From the McGovern hearing the first set of dietary guidelines for Americans was born, the nation’s go-to source for nutrition advice that is published every five years. Almost overnight the food industry was turned upside down. High-fat packaged foods were revised into low fat or nonfat options and to make the products remain palatable food manufacturers replaced the fat with sugar.
What the government failed to mention was that the type of fat is the most important factor when talking about dietary fat.
“Good” fats consist of monounsaturated and polyunsaturated fats. These lower disease risk and are found in sources such as avocado, olives, vegetable oils, nuts, and seeds.

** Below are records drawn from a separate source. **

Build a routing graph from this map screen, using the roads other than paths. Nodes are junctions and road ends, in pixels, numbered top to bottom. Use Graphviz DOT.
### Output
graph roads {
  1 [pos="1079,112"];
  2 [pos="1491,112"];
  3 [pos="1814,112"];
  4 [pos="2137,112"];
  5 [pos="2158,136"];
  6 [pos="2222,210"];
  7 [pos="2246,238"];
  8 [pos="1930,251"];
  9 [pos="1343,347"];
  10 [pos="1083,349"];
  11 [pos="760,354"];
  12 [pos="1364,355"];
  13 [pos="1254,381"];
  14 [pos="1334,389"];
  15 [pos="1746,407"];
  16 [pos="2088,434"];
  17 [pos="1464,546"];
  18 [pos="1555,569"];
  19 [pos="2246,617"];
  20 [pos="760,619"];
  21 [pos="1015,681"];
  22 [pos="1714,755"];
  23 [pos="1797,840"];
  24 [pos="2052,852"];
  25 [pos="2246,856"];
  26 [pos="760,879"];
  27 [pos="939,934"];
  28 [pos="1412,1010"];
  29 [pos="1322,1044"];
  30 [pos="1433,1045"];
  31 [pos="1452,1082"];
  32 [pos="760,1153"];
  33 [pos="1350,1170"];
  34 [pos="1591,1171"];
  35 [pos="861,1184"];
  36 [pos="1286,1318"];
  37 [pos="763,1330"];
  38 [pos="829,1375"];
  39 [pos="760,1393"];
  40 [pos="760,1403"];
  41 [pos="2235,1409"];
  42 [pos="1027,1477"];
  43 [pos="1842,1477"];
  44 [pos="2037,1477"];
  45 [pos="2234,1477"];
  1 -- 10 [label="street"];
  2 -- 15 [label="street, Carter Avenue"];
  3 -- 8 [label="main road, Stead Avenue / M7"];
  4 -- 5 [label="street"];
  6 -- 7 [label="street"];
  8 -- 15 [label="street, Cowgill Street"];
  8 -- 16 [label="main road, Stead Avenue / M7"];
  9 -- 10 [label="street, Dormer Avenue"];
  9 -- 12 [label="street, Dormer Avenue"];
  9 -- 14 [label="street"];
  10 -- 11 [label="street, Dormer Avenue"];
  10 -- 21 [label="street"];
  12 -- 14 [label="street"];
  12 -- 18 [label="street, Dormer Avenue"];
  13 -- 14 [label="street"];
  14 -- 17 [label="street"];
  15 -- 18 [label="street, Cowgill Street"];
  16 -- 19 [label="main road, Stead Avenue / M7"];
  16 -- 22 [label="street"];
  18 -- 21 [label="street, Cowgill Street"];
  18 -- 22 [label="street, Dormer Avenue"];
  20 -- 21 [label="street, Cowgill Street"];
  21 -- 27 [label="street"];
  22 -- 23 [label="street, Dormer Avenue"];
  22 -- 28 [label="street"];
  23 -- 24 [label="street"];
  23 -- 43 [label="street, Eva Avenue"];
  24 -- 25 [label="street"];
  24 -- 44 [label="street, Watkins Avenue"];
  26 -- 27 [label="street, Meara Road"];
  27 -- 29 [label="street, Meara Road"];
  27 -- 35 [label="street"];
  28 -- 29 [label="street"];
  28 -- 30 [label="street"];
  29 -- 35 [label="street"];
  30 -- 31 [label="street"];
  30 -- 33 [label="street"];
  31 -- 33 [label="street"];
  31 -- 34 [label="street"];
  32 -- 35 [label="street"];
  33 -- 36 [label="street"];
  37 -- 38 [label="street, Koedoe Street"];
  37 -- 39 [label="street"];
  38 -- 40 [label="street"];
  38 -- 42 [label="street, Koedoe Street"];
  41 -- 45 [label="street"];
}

“Bad” fats include trans and saturated fat. These increase the risk of disease, even when eaten in small quantities. Trans fat come primarily from processed and fried foods and baked goods that contain hydrogenated vegetable oil. Saturated fat is found primarily in animal products such as meat, dairy, and cheese. Plant sources include coconut oil, palm oil, and cocoa.
Believe it or not, our body needs fat. Dietary fat provides energy and support to cell growth. In addition, fat helps protect our organs and aid in keeping our body warm. Fats also are needed to absorb certain nutrients such as fat-soluble vitamins and are needed to produce important hormones.